Subject: Philosophy Book Title: Descartes on Causation
Descartes on Causation
Schmaltz, Tad M.
Professor of Philosophy, Duke University
Print publication date: 2007
Published to Oxford Scholarship Online: January 2008
Print ISBN-13: 978-0-19-532794-6
doi:10.1093/acprof:oso/9780195327946.001.0001
Abstract:
This book is a systematic study of Descartes's theory of causation and its relation to the medieval and early modern scholastic philosophy that provides its proper historical context. The argument here is that even though Descartes offered a dualistic ontology that differs radically from what we find in scholasticism, his views on causation were profoundly influenced by scholastic thought on this issue.

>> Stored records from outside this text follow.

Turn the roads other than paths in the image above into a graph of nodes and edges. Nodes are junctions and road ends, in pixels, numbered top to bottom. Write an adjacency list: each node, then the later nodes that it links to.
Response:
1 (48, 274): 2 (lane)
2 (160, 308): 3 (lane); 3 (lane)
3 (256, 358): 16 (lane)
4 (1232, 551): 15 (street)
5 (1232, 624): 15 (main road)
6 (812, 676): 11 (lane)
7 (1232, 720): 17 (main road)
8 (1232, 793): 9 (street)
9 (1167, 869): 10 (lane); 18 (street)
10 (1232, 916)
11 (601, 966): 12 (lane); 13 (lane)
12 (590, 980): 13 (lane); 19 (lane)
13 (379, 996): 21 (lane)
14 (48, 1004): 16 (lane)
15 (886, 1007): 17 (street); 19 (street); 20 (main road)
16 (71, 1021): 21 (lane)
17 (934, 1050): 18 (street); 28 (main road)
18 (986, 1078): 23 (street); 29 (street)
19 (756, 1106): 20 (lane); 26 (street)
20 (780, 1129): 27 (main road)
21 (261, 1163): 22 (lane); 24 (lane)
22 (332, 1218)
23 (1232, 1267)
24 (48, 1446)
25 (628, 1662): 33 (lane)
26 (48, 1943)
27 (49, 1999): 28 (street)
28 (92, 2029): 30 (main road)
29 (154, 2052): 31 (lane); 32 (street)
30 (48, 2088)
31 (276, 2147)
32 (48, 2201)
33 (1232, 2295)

This influence is evident not only in his affirmation in the Meditations of the abstract scholastic axiom that a cause must contain the reality of its effects, but also in the details of the accounts of body-body interactions in his physics, of mind-body interaction in his psychology, and of the causation that he took to be involved in free human action. In contrast to those who have read Descartes as endorsing the “occasionalist” conclusion that God is the only real cause, a central thesis of this study is that he accepted what in the context of scholastic debates regarding causation is the antipode of occasionalism, namely, the view that creatures rather than God are the causal source of natural change. What emerges from the defense of this interpretation of Descartes is a new understanding of his contribution to modern thought on causation.